## What is expected
In the records below, find the lines that include "lane" and copy each.

(Records from a collection)
+ + + +

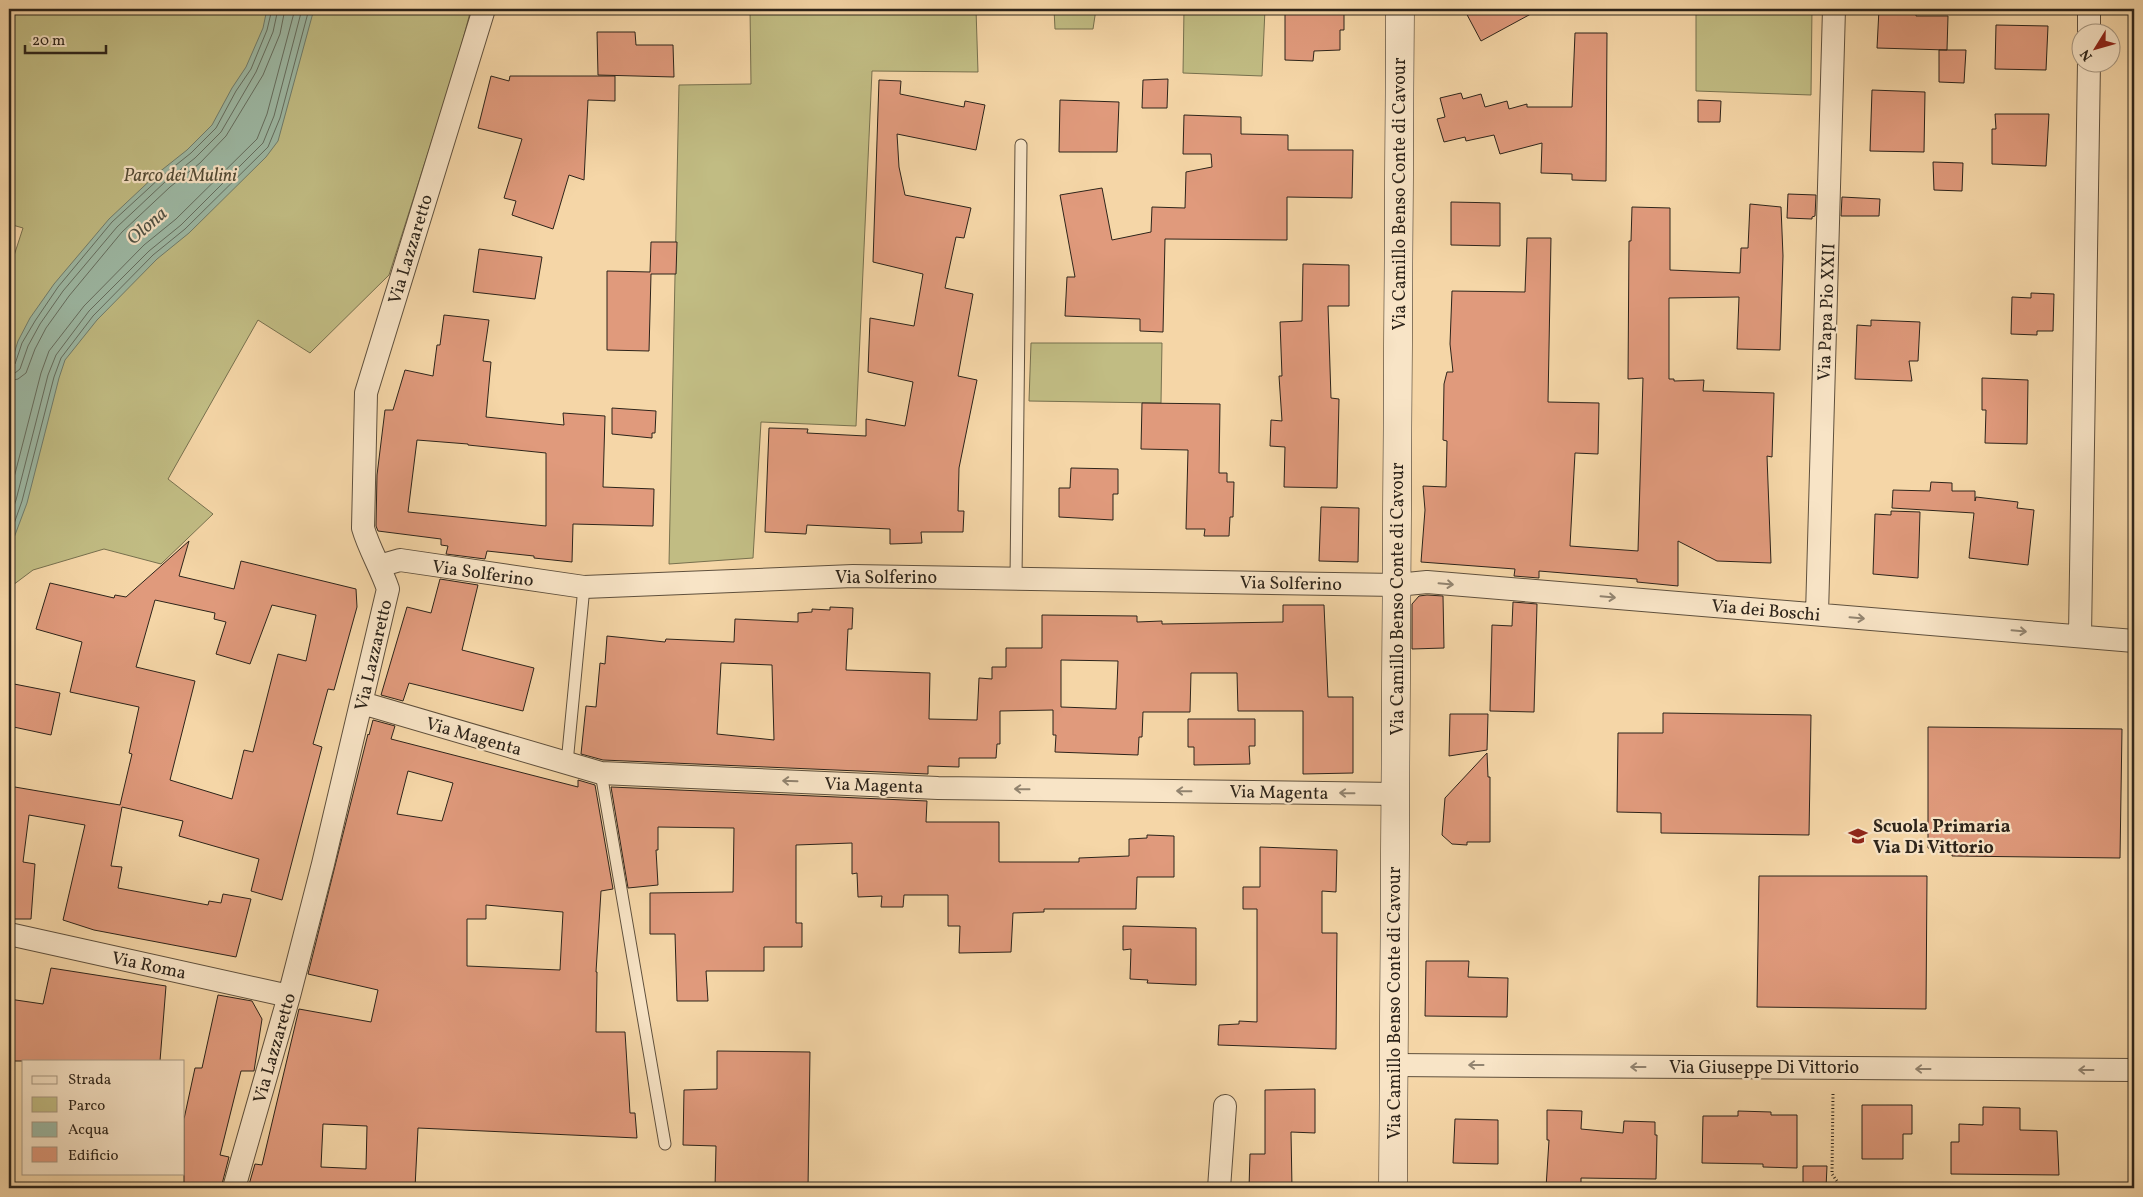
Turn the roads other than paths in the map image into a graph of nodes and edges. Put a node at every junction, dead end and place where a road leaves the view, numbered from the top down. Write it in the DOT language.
graph roads {
  1 [pos="484,9"];
  2 [pos="1400,9"];
  3 [pos="1834,9"];
  4 [pos="2089,9"];
  5 [pos="2089,22"];
  6 [pos="2089,72"];
  7 [pos="1021,146"];
  8 [pos="379,566"];
  9 [pos="1016,578"];
  10 [pos="1397,585"];
  11 [pos="584,588"];
  12 [pos="1818,614"];
  13 [pos="2080,636"];
  14 [pos="2134,640"];
  15 [pos="362,703"];
  16 [pos="567,763"];
  17 [pos="601,773"];
  18 [pos="1396,794"];
  19 [pos="9,934"];
  20 [pos="289,996"];
  21 [pos="1394,1065"];
  22 [pos="2134,1070"];
  23 [pos="1225,1106"];
  24 [pos="665,1144"];
  25 [pos="234,1188"];
  26 [pos="1219,1188"];
  27 [pos="1393,1188"];
  1 -- 8 [label="street, Via Lazzaretto"];
  2 -- 10 [label="street, Via Camillo Benso Conte di Cavour"];
  3 -- 12 [label="street, Via Papa Pio XXII"];
  4 -- 5 [label="street"];
  6 -- 13 [label="street"];
  7 -- 9 [label="lane"];
  8 -- 11 [label="street, Via Solferino"];
  8 -- 15 [label="street, Via Lazzaretto"];
  9 -- 10 [label="street, Via Solferino"];
  9 -- 11 [label="street, Via Solferino"];
  10 -- 12 [label="street, Via dei Boschi, one-way"];
  10 -- 18 [label="street, Via Camillo Benso Conte di Cavour"];
  11 -- 16 [label="lane"];
  12 -- 13 [label="street, Via dei Boschi, one-way"];
  13 -- 14 [label="street, Via dei Boschi"];
  15 -- 16 [label="street, Via Magenta"];
  15 -- 20 [label="street, Via Lazzaretto"];
  16 -- 17 [label="street, Via Magenta"];
  18 -- 17 [label="street, Via Magenta, one-way"];
  17 -- 24 [label="lane"];
  18 -- 21 [label="street, Via Camillo Benso Conte di Cavour"];
  19 -- 20 [label="street, Via Roma"];
  20 -- 25 [label="street, Via Lazzaretto"];
  22 -- 21 [label="street, Via Giuseppe Di Vittorio, one-way"];
  21 -- 27 [label="street, Via Camillo Benso Conte di Cavour"];
  23 -- 26 [label="street"];
}
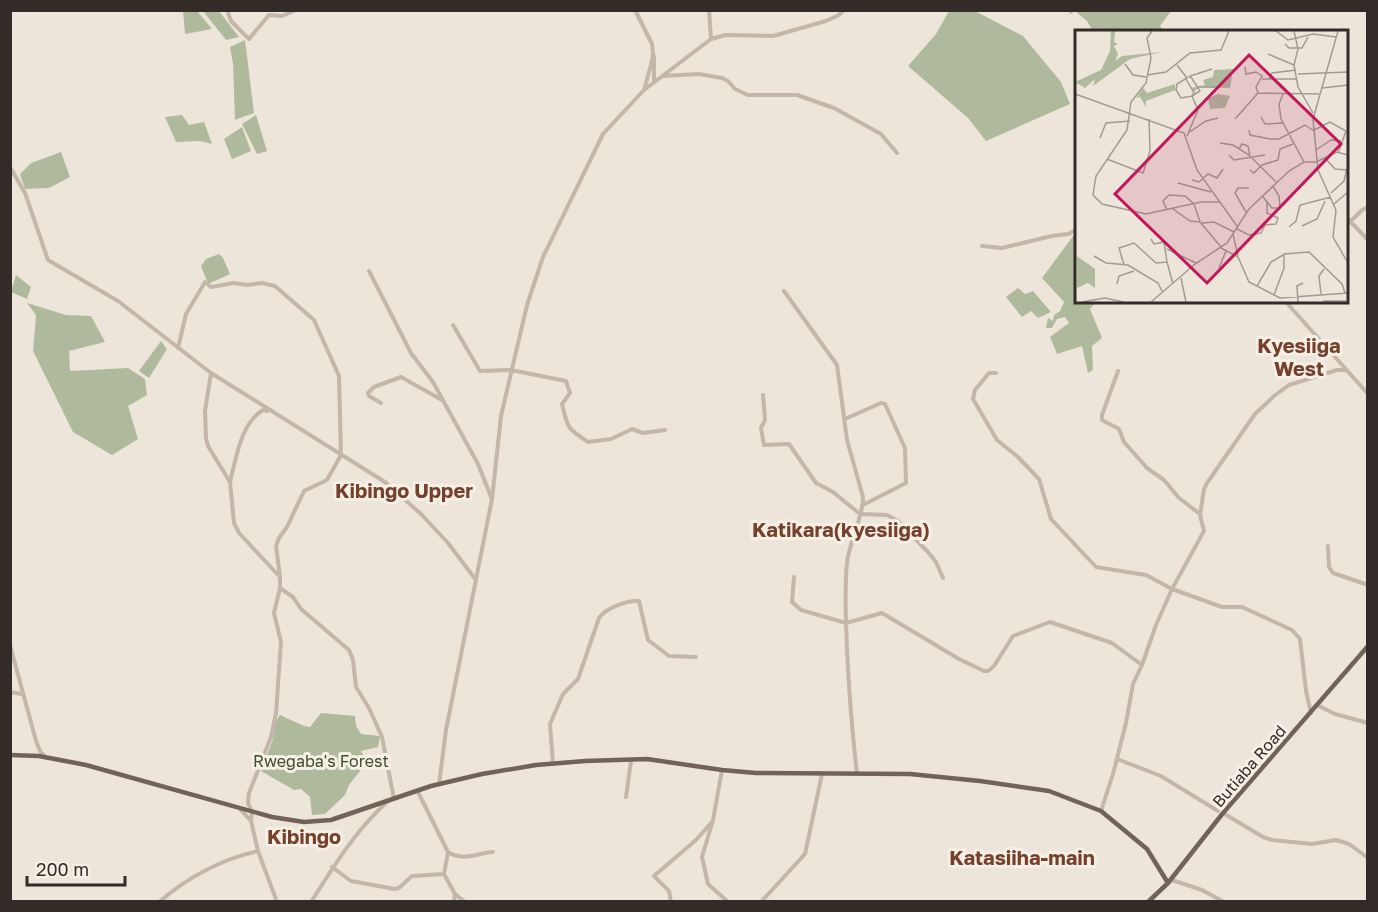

+ + + +

## The completed task
  7 -- 9 [label="lane"];
  11 -- 16 [label="lane"];
  17 -- 24 [label="lane"];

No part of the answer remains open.